Downstream 9:30 a.m.
12:30 p.m.
3:30 p.m.
6:30 p.m.
9:30 p.m.
9:30 a.m.
12:30 p.m.
3:30 p.m.
6:30 p.m.
9:30 p.m.
9:30 a.m.
12:30 p.m.
3:30 p.m.
6:30 p.m.
9:30 p.m.

Control room contact information is:

Bonneville Lock and Dam (river mile 145): 541-374-8323

The Dalles Lock and Dam (river mile 191): 541-506-8211

John Day Lock and Dam (river mile 216): 541-298-9712

All vessel owner/operators lock through at their own risk. A personal flotation device is required for each member on board the vessel throughout the duration of the lockage. Follow the directions of the lock operator when using the locks or operating in the vicinity of the locks. The lock operator has final authority on the suitability of a craft for lockage. Please refer to U.S. Army Corps of Engineers Safe Lockage Policy for Recreational Craft on the Columbia and Snake Rivers, published separately, for additional safety requirements.

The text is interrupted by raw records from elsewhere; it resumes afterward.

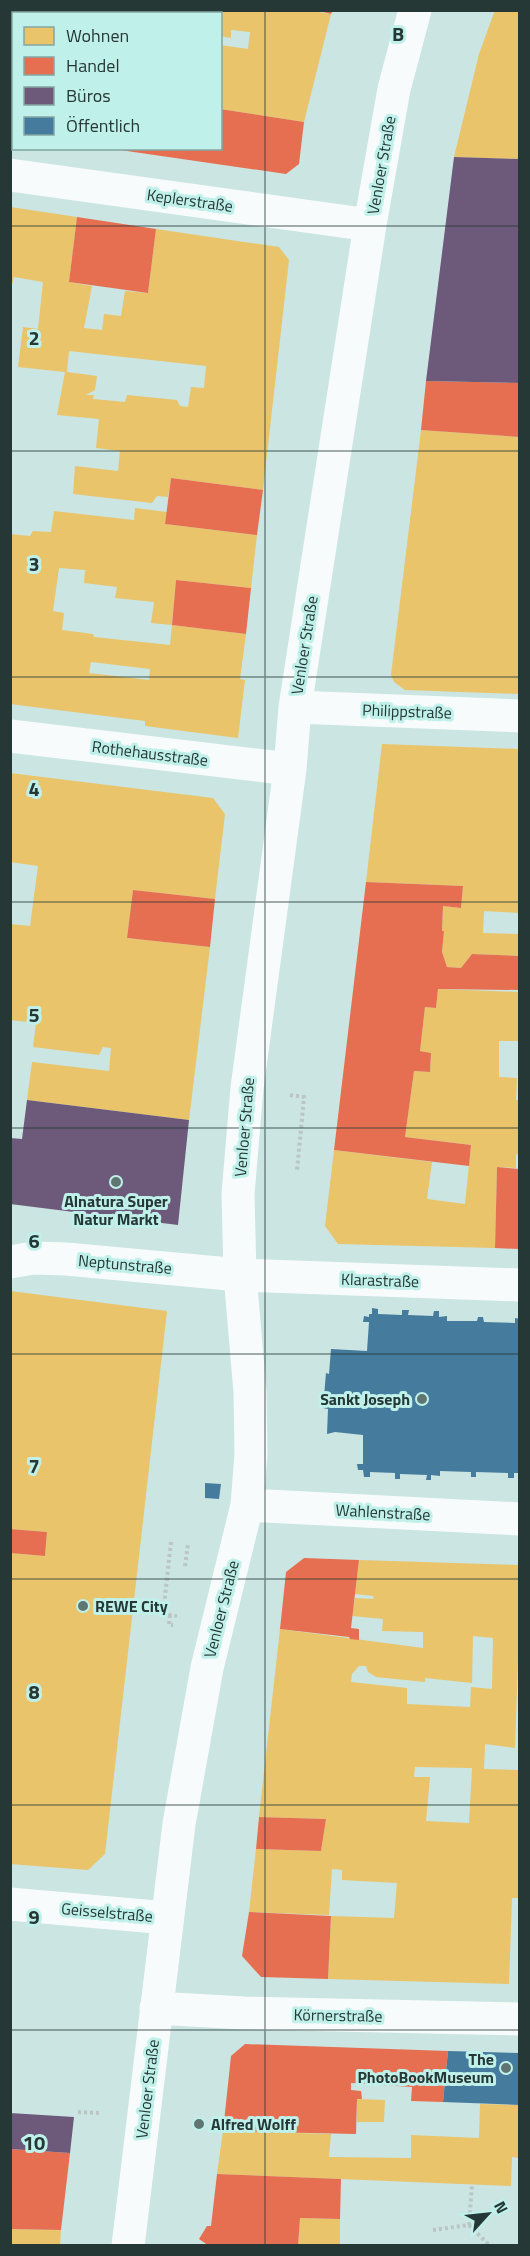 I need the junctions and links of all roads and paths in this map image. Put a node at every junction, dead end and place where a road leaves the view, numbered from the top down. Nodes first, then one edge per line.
1 (415, 10) edge
2 (10, 175) edge
3 (370, 225) junction
4 (295, 707) junction
5 (519, 716) edge
6 (10, 736) edge
7 (290, 769) junction
8 (288, 1102) dead end
9 (297, 1171) dead end
10 (18, 1254) edge
11 (240, 1275) junction
12 (519, 1285) edge
13 (247, 1505) junction
14 (519, 1519) edge
15 (171, 1542) dead end
16 (180, 1612) dead end
17 (10, 1904) edge
18 (167, 1918) junction
19 (156, 2008) junction
20 (519, 2019) edge
21 (472, 2184) dead end
22 (469, 2225) junction
23 (433, 2230) dead end
24 (128, 2246) edge
25 (490, 2246) edge

1 - 3 street, Venloer Straße
2 - 3 street, Keplerstraße
3 - 4 street, Venloer Straße
4 - 5 street, Philippstraße
4 - 7 street, Venloer Straße
6 - 7 street, Rothehausstraße
7 - 11 street, Venloer Straße
8 - 9 path
10 - 11 street, Neptunstraße
11 - 12 street, Klarastraße
11 - 13 street, Venloer Straße
13 - 14 street, Wahlenstraße
13 - 18 street, Venloer Straße
15 - 16 path
17 - 18 street, Geisselstraße
18 - 19 street, Venloer Straße
19 - 20 street, Körnerstraße
19 - 24 street, Venloer Straße
21 - 22 path
22 - 23 path
22 - 25 path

The Columbia-Snake inland navigation system provides important benefits to business and the public. Approximately 9 million tons of cargo valued at more than $3 billion is barged on the Columbia-Snake river system annually. The navigation system contributes jobs, facilitates import and export trade, and benefits the economy, environment, and quality of life in the Pacific Northwest.